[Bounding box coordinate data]
■ ■ ■

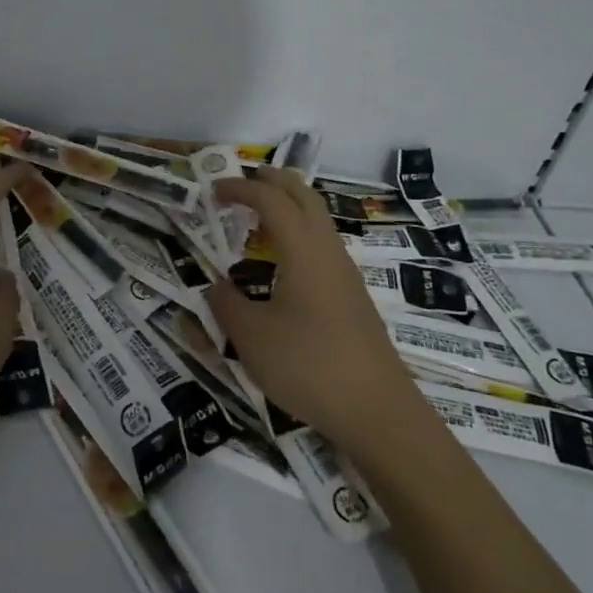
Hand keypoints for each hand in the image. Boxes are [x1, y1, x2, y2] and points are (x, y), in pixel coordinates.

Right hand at [207, 167, 414, 458]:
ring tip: (256, 220)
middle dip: (272, 181)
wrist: (379, 412)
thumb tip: (218, 286)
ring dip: (288, 206)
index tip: (213, 190)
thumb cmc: (310, 366)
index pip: (270, 199)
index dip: (240, 188)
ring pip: (317, 219)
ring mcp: (345, 273)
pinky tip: (281, 263)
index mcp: (303, 250)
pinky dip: (298, 232)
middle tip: (242, 183)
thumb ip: (226, 305)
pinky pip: (322, 244)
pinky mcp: (352, 296)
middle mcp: (328, 251)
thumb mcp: (252, 338)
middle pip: (304, 195)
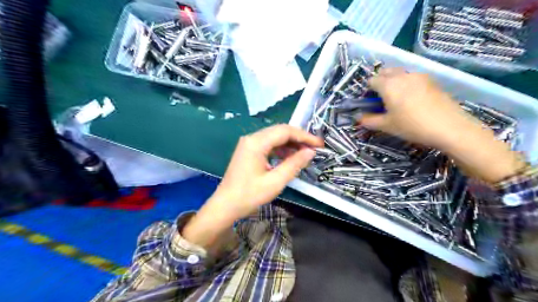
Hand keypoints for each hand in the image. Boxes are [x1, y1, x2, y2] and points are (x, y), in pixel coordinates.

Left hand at [183, 124, 320, 247]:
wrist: (225, 205)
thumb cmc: (249, 195)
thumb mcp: (275, 181)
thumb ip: (294, 164)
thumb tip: (310, 152)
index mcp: (256, 143)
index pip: (285, 131)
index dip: (304, 136)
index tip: (319, 144)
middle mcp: (251, 138)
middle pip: (280, 131)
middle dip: (299, 138)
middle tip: (314, 148)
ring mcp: (248, 144)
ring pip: (274, 137)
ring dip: (290, 143)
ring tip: (305, 153)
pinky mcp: (248, 151)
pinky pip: (268, 144)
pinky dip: (281, 149)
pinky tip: (289, 157)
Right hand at [359, 67, 476, 149]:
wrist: (449, 127)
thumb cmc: (412, 126)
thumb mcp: (387, 126)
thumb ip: (369, 120)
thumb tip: (358, 117)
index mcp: (388, 85)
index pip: (371, 80)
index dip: (367, 90)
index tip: (369, 102)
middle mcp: (402, 76)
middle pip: (386, 71)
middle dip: (380, 81)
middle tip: (381, 98)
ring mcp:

■ ■ ■

What you have to do: Write out exactly the lines above between the line with "wrist: (449, 127)" and the line with "middle tip: (381, 98)", inclusive, and nothing beyond them.

Written solution:
wrist: (449, 127)
thumb cmc: (412, 126)
thumb mcp: (387, 126)
thumb ip: (369, 120)
thumb tip: (358, 117)
index mcp: (388, 85)
index pip: (371, 80)
index dip: (367, 90)
index tip: (369, 102)
middle mcp: (402, 76)
middle pip: (386, 71)
middle dip: (380, 81)
middle tip: (381, 98)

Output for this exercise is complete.